# DATA SUPPLIED
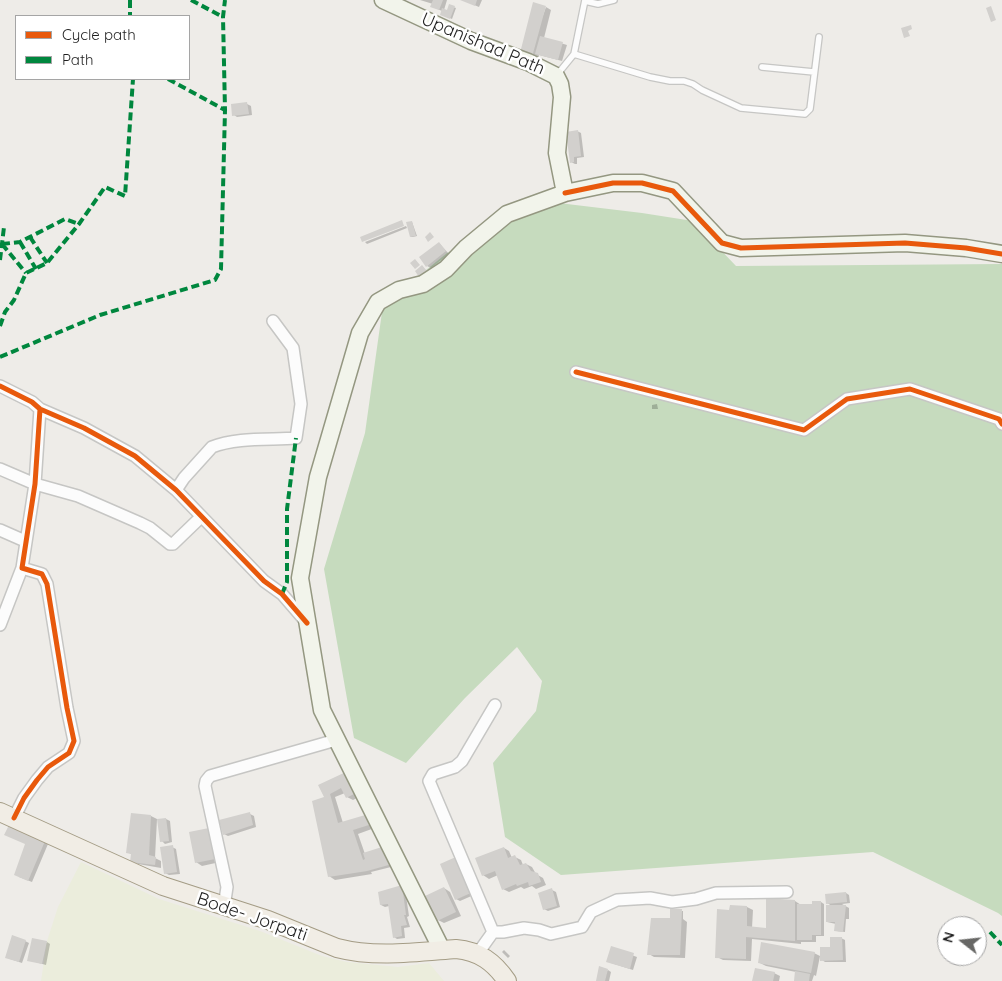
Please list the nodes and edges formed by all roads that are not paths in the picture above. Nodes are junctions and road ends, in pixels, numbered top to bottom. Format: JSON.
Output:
{"nodes":[{"id":1,"x":383,"y":0,"type":"edge"},
{"id":2,"x":614,"y":0,"type":"edge"},
{"id":3,"x":585,"y":1,"type":"edge"},
{"id":4,"x":819,"y":36,"type":"dead end"},
{"id":5,"x":574,"y":54,"type":"junction"},
{"id":6,"x":762,"y":67,"type":"dead end"},
{"id":7,"x":814,"y":72,"type":"junction"},
{"id":8,"x":556,"y":76,"type":"junction"},
{"id":9,"x":565,"y":193,"type":"junction"},
{"id":10,"x":1002,"y":254,"type":"edge"},
{"id":11,"x":273,"y":321,"type":"dead end"},
{"id":12,"x":576,"y":372,"type":"dead end"},
{"id":13,"x":0,"y":386,"type":"edge"},
{"id":14,"x":40,"y":409,"type":"junction"},
{"id":15,"x":1002,"y":424,"type":"edge"},
{"id":16,"x":0,"y":469,"type":"edge"},
{"id":17,"x":35,"y":484,"type":"junction"},
{"id":18,"x":176,"y":490,"type":"junction"},
{"id":19,"x":202,"y":517,"type":"junction"},
{"id":20,"x":0,"y":530,"type":"edge"},
{"id":21,"x":26,"y":541,"type":"junction"},
{"id":22,"x":22,"y":568,"type":"junction"},
{"id":23,"x":307,"y":623,"type":"junction"},
{"id":24,"x":0,"y":625,"type":"edge"},
{"id":25,"x":496,"y":705,"type":"dead end"},
{"id":26,"x":336,"y":740,"type":"junction"},
{"id":27,"x":7,"y":815,"type":"edge"},
{"id":28,"x":787,"y":892,"type":"dead end"},
{"id":29,"x":224,"y":907,"type":"junction"},
{"id":30,"x":493,"y":932,"type":"junction"},
{"id":31,"x":442,"y":950,"type":"junction"},
{"id":32,"x":478,"y":953,"type":"junction"},
{"id":33,"x":507,"y":981,"type":"edge"}],
"edges":[{"from":1,"to":8,"type":"main road","name":"Upanishad Path"},
{"from":2,"to":3,"type":"lane"},
{"from":3,"to":5,"type":"lane"},
{"from":4,"to":7,"type":"lane"},
{"from":5,"to":7,"type":"lane"},
{"from":5,"to":8,"type":"lane"},
{"from":6,"to":7,"type":"lane"},
{"from":8,"to":9,"type":"main road","name":"Upanishad Path"},
{"from":9,"to":10,"type":"main road"},
{"from":9,"to":23,"type":"main road"},
{"from":11,"to":18,"type":"street"},
{"from":12,"to":15,"type":"street"},
{"from":13,"to":14,"type":"street"},
{"from":14,"to":17,"type":"street"},
{"from":14,"to":18,"type":"street"},
{"from":16,"to":17,"type":"street"},
{"from":17,"to":19,"type":"street"},
{"from":17,"to":21,"type":"street"},
{"from":18,"to":19,"type":"street"},
{"from":19,"to":23,"type":"street"},
{"from":20,"to":21,"type":"street"},
{"from":21,"to":22,"type":"street"},
{"from":22,"to":24,"type":"street"},
{"from":22,"to":27,"type":"street"},
{"from":23,"to":26,"type":"main road"},
{"from":25,"to":30,"type":"street"},
{"from":26,"to":29,"type":"street"},
{"from":26,"to":31,"type":"main road"},
{"from":27,"to":29,"type":"main road","name":"Bode- Jorpati"},
{"from":28,"to":30,"type":"street"},
{"from":29,"to":31,"type":"main road","name":"Bode- Jorpati"},
{"from":30,"to":32,"type":"street"},
{"from":31,"to":32,"type":"main road","name":"Bode- Jorpati"},
{"from":32,"to":33,"type":"main road"}]}
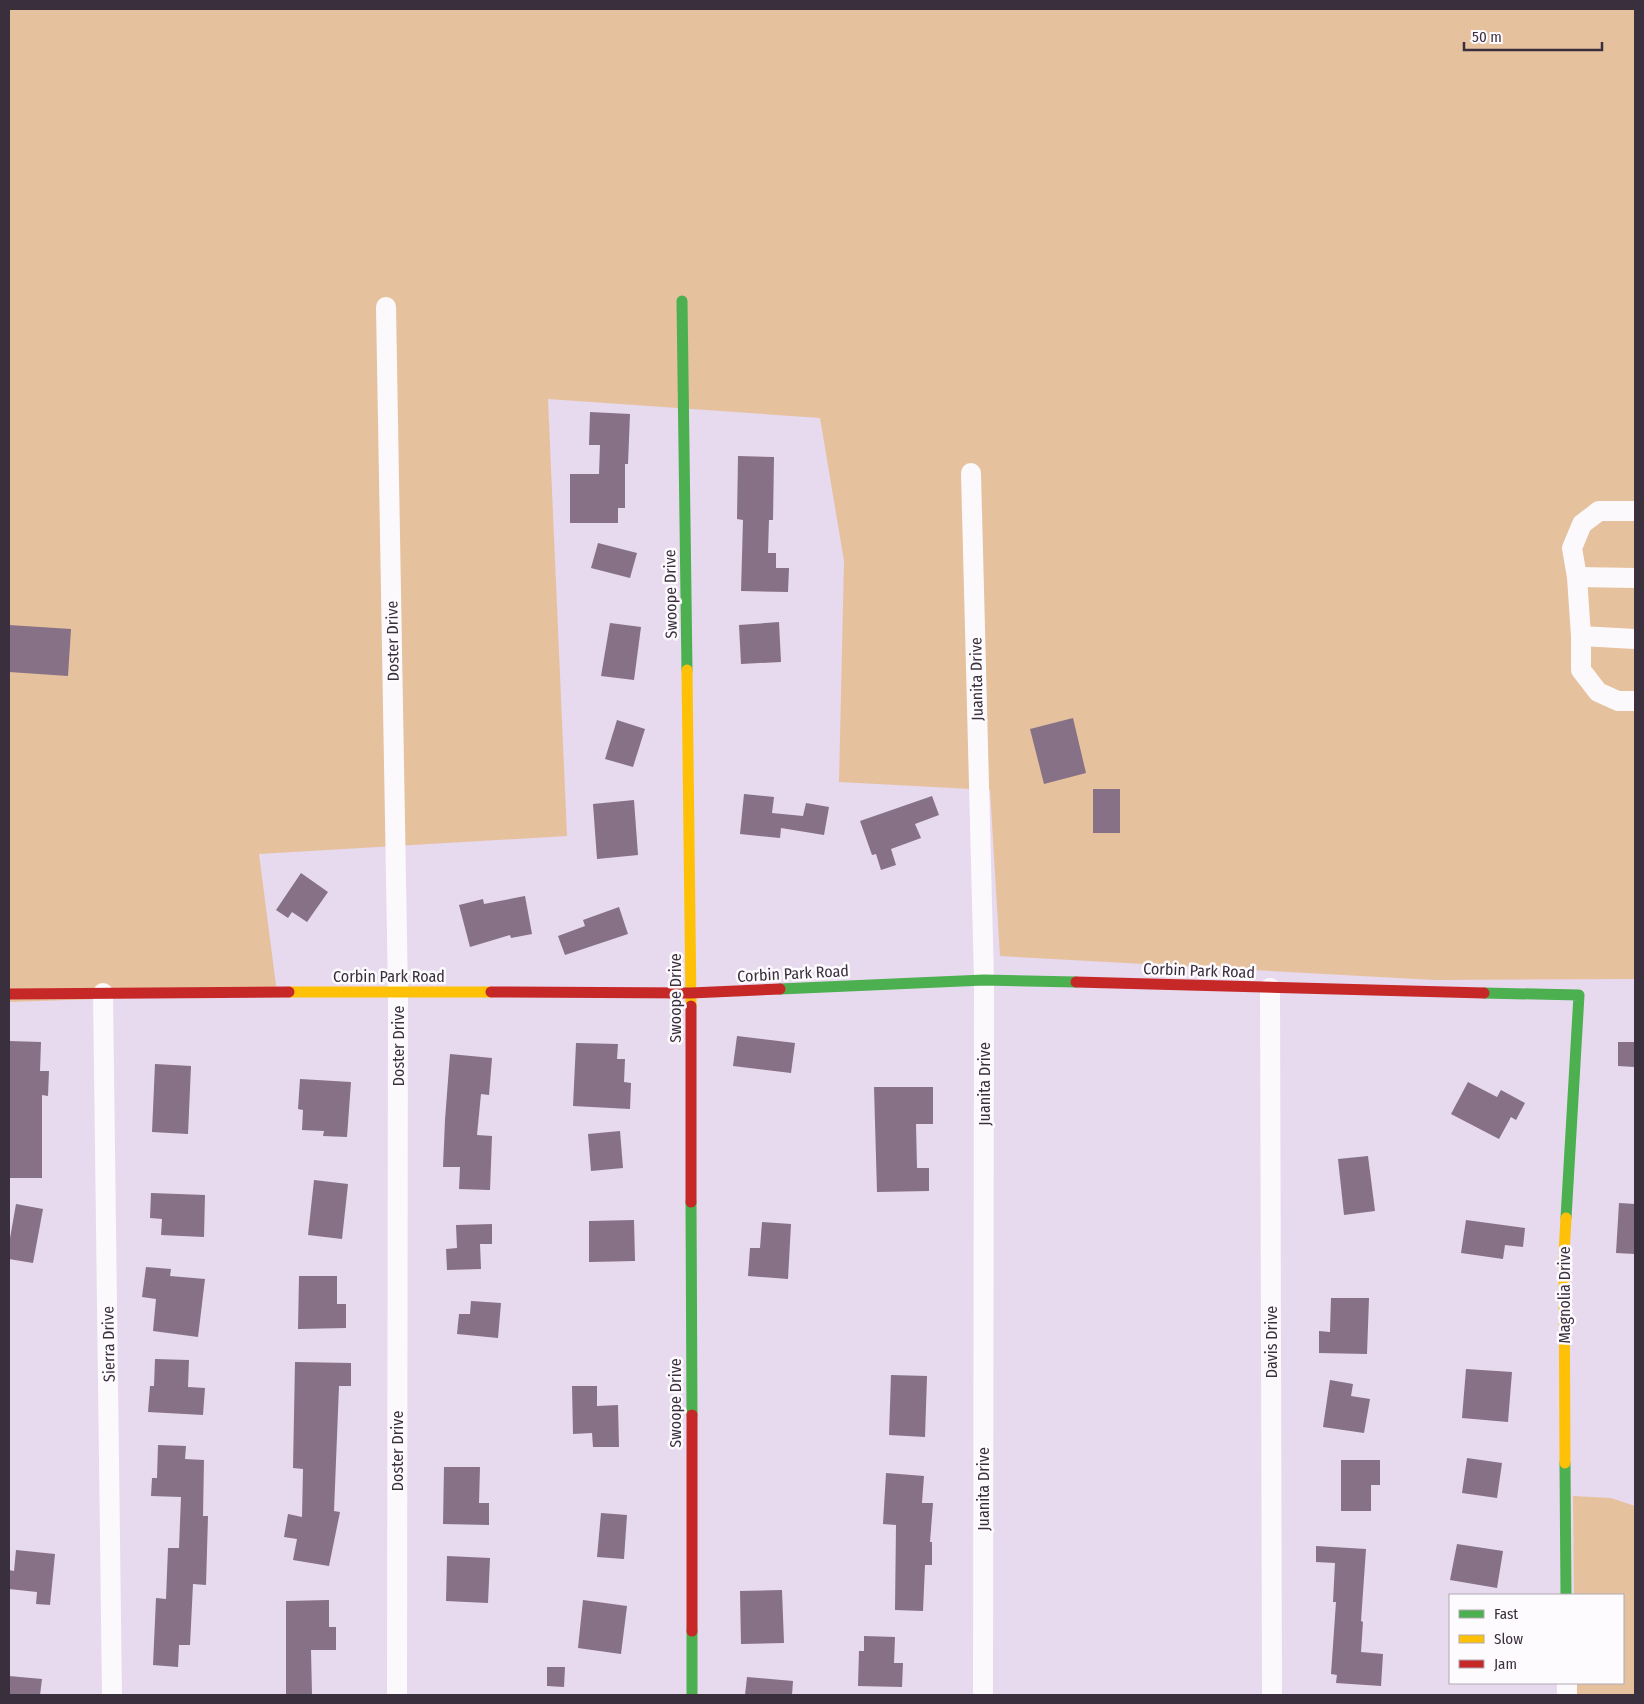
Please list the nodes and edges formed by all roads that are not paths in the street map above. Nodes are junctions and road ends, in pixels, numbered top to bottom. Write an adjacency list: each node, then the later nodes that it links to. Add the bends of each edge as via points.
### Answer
1 (682, 301): 15 (street, Swoope Drive)
2 (386, 307): 13 (street, Doster Drive)
3 (971, 472): 10 (street, Juanita Drive)
4 (1635, 511): 5 (street, via 1599,511 1582,524 1572,548)
5 (1577, 577): 6 (street); 7 (street)
6 (1635, 578)
7 (1580, 636): 8 (street); 9 (street, via 1581,670 1598,692 1618,701)
8 (1635, 639)
9 (1635, 701)
10 (984, 980): 11 (street, Corbin Park Road); 15 (street, Corbin Park Road); 21 (street, Juanita Drive)
11 (1270, 988): 16 (street, Corbin Park Road); 22 (street, Davis Drive)
12 (104, 992): 13 (street, Corbin Park Road); 14 (street, Corbin Park Road); 18 (street, Sierra Drive)
13 (398, 992): 15 (street, Corbin Park Road); 19 (street, Doster Drive)
14 (9, 994)
15 (692, 994): 20 (street, Swoope Drive)
16 (1579, 995): 17 (street, Magnolia Drive, via 1564,1254)
17 (1566, 1594)
18 (112, 1695)
19 (397, 1695)
20 (692, 1695)
21 (983, 1695)
22 (1272, 1695)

# WHAT IS BEING ASKED
Except for the pictures, give all the material above again verbatim.

# RESPONSE FOR THIS EXERCISE
Please list the nodes and edges formed by all roads that are not paths in the picture above. Nodes are junctions and road ends, in pixels, numbered top to bottom. Format: JSON.
Output:
{"nodes":[{"id":1,"x":383,"y":0,"type":"edge"},
{"id":2,"x":614,"y":0,"type":"edge"},
{"id":3,"x":585,"y":1,"type":"edge"},
{"id":4,"x":819,"y":36,"type":"dead end"},
{"id":5,"x":574,"y":54,"type":"junction"},
{"id":6,"x":762,"y":67,"type":"dead end"},
{"id":7,"x":814,"y":72,"type":"junction"},
{"id":8,"x":556,"y":76,"type":"junction"},
{"id":9,"x":565,"y":193,"type":"junction"},
{"id":10,"x":1002,"y":254,"type":"edge"},
{"id":11,"x":273,"y":321,"type":"dead end"},
{"id":12,"x":576,"y":372,"type":"dead end"},
{"id":13,"x":0,"y":386,"type":"edge"},
{"id":14,"x":40,"y":409,"type":"junction"},
{"id":15,"x":1002,"y":424,"type":"edge"},
{"id":16,"x":0,"y":469,"type":"edge"},
{"id":17,"x":35,"y":484,"type":"junction"},
{"id":18,"x":176,"y":490,"type":"junction"},
{"id":19,"x":202,"y":517,"type":"junction"},
{"id":20,"x":0,"y":530,"type":"edge"},
{"id":21,"x":26,"y":541,"type":"junction"},
{"id":22,"x":22,"y":568,"type":"junction"},
{"id":23,"x":307,"y":623,"type":"junction"},
{"id":24,"x":0,"y":625,"type":"edge"},
{"id":25,"x":496,"y":705,"type":"dead end"},
{"id":26,"x":336,"y":740,"type":"junction"},
{"id":27,"x":7,"y":815,"type":"edge"},
{"id":28,"x":787,"y":892,"type":"dead end"},
{"id":29,"x":224,"y":907,"type":"junction"},
{"id":30,"x":493,"y":932,"type":"junction"},
{"id":31,"x":442,"y":950,"type":"junction"},
{"id":32,"x":478,"y":953,"type":"junction"},
{"id":33,"x":507,"y":981,"type":"edge"}],
"edges":[{"from":1,"to":8,"type":"main road","name":"Upanishad Path"},
{"from":2,"to":3,"type":"lane"},
{"from":3,"to":5,"type":"lane"},
{"from":4,"to":7,"type":"lane"},
{"from":5,"to":7,"type":"lane"},
{"from":5,"to":8,"type":"lane"},
{"from":6,"to":7,"type":"lane"},
{"from":8,"to":9,"type":"main road","name":"Upanishad Path"},
{"from":9,"to":10,"type":"main road"},
{"from":9,"to":23,"type":"main road"},
{"from":11,"to":18,"type":"street"},
{"from":12,"to":15,"type":"street"},
{"from":13,"to":14,"type":"street"},
{"from":14,"to":17,"type":"street"},
{"from":14,"to":18,"type":"street"},
{"from":16,"to":17,"type":"street"},
{"from":17,"to":19,"type":"street"},
{"from":17,"to":21,"type":"street"},
{"from":18,"to":19,"type":"street"},
{"from":19,"to":23,"type":"street"},
{"from":20,"to":21,"type":"street"},
{"from":21,"to":22,"type":"street"},
{"from":22,"to":24,"type":"street"},
{"from":22,"to":27,"type":"street"},
{"from":23,"to":26,"type":"main road"},
{"from":25,"to":30,"type":"street"},
{"from":26,"to":29,"type":"street"},
{"from":26,"to":31,"type":"main road"},
{"from":27,"to":29,"type":"main road","name":"Bode- Jorpati"},
{"from":28,"to":30,"type":"street"},
{"from":29,"to":31,"type":"main road","name":"Bode- Jorpati"},
{"from":30,"to":32,"type":"street"},
{"from":31,"to":32,"type":"main road","name":"Bode- Jorpati"},
{"from":32,"to":33,"type":"main road"}]}
Please list the nodes and edges formed by all roads that are not paths in the street map above. Nodes are junctions and road ends, in pixels, numbered top to bottom. Write an adjacency list: each node, then the later nodes that it links to. Add the bends of each edge as via points.
### Answer
1 (682, 301): 15 (street, Swoope Drive)
2 (386, 307): 13 (street, Doster Drive)
3 (971, 472): 10 (street, Juanita Drive)
4 (1635, 511): 5 (street, via 1599,511 1582,524 1572,548)
5 (1577, 577): 6 (street); 7 (street)
6 (1635, 578)
7 (1580, 636): 8 (street); 9 (street, via 1581,670 1598,692 1618,701)
8 (1635, 639)
9 (1635, 701)
10 (984, 980): 11 (street, Corbin Park Road); 15 (street, Corbin Park Road); 21 (street, Juanita Drive)
11 (1270, 988): 16 (street, Corbin Park Road); 22 (street, Davis Drive)
12 (104, 992): 13 (street, Corbin Park Road); 14 (street, Corbin Park Road); 18 (street, Sierra Drive)
13 (398, 992): 15 (street, Corbin Park Road); 19 (street, Doster Drive)
14 (9, 994)
15 (692, 994): 20 (street, Swoope Drive)
16 (1579, 995): 17 (street, Magnolia Drive, via 1564,1254)
17 (1566, 1594)
18 (112, 1695)
19 (397, 1695)
20 (692, 1695)
21 (983, 1695)
22 (1272, 1695)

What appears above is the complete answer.